[Start of Attachment]

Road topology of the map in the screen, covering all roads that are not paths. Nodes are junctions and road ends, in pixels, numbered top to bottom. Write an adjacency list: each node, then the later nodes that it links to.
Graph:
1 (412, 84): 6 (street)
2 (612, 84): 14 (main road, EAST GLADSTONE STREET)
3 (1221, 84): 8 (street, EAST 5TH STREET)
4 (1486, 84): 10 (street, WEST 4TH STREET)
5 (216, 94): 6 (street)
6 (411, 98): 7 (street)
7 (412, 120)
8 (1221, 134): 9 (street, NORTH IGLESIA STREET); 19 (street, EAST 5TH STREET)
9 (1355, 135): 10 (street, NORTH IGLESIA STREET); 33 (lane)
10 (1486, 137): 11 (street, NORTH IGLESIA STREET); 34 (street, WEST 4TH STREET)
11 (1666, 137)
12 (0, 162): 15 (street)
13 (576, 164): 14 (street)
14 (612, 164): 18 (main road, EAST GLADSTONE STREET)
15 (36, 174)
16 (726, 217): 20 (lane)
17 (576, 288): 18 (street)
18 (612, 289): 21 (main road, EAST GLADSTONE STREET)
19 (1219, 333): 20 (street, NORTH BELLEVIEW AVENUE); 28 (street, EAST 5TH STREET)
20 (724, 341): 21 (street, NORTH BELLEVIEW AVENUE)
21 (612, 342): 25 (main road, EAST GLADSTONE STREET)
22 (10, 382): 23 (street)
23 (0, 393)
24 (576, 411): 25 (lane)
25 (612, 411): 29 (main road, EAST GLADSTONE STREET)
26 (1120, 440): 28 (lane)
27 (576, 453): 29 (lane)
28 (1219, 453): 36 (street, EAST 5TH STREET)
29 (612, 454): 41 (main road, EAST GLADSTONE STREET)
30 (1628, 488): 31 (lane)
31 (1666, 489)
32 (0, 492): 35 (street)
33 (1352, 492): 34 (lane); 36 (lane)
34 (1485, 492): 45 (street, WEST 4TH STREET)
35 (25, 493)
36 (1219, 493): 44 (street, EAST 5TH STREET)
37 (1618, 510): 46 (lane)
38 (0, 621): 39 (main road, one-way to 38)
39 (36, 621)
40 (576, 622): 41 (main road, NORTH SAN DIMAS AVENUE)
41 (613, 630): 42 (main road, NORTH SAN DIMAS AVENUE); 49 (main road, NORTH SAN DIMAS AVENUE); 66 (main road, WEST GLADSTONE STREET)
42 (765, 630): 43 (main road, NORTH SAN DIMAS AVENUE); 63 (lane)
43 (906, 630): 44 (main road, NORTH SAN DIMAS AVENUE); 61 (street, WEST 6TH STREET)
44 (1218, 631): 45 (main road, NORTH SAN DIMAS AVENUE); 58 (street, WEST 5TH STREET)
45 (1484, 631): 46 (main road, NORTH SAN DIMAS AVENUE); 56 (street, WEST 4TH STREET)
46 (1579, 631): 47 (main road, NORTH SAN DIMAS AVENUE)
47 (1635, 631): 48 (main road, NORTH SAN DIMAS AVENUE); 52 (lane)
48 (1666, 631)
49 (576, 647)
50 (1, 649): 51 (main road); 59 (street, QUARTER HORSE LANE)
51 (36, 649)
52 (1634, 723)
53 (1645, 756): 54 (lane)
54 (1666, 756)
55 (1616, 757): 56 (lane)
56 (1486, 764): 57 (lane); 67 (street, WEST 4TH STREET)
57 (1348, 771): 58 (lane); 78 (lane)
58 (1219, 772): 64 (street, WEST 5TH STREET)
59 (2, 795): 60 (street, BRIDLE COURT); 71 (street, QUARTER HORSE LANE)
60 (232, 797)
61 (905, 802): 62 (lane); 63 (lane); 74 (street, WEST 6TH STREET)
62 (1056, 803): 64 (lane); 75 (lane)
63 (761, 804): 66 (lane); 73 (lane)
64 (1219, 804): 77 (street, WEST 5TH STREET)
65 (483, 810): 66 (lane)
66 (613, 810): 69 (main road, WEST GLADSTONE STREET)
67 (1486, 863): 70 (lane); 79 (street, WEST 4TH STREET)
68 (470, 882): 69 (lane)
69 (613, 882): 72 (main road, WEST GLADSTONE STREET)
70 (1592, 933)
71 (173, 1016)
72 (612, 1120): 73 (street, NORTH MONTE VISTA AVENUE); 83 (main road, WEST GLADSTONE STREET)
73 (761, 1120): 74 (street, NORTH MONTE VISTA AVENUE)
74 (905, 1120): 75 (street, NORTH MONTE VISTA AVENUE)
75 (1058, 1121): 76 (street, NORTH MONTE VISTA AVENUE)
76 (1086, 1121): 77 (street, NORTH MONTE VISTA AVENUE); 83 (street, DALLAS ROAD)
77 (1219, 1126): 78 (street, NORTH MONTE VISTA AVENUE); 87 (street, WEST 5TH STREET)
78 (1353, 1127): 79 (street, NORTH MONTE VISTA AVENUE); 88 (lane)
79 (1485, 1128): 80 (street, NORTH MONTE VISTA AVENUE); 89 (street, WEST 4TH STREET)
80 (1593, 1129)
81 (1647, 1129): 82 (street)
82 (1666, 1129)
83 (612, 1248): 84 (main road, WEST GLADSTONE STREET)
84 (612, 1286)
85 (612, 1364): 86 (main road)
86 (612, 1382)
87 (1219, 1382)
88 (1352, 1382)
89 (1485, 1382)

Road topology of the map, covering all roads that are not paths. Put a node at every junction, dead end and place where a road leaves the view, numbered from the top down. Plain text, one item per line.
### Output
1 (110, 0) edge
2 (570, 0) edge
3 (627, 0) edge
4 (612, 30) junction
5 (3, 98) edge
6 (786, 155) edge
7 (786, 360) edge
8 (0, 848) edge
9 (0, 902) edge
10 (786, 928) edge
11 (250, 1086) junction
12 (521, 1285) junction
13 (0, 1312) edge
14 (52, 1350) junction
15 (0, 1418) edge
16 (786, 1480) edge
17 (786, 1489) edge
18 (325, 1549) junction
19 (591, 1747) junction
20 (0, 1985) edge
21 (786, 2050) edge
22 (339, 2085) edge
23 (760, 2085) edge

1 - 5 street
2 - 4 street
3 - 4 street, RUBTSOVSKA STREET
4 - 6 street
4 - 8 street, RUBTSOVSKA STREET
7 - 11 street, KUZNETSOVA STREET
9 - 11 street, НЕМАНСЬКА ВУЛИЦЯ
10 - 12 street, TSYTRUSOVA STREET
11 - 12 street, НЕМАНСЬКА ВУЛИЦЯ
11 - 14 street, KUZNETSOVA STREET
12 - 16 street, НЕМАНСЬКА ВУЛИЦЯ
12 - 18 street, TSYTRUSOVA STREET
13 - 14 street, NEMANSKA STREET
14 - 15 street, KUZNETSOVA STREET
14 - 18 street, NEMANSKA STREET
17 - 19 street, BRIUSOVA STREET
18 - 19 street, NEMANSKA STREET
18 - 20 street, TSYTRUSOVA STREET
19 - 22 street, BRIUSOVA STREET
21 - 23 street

[End of Attachment]

Please give the number of lines above that contain "TSYTRUSOVA", without any other words.

3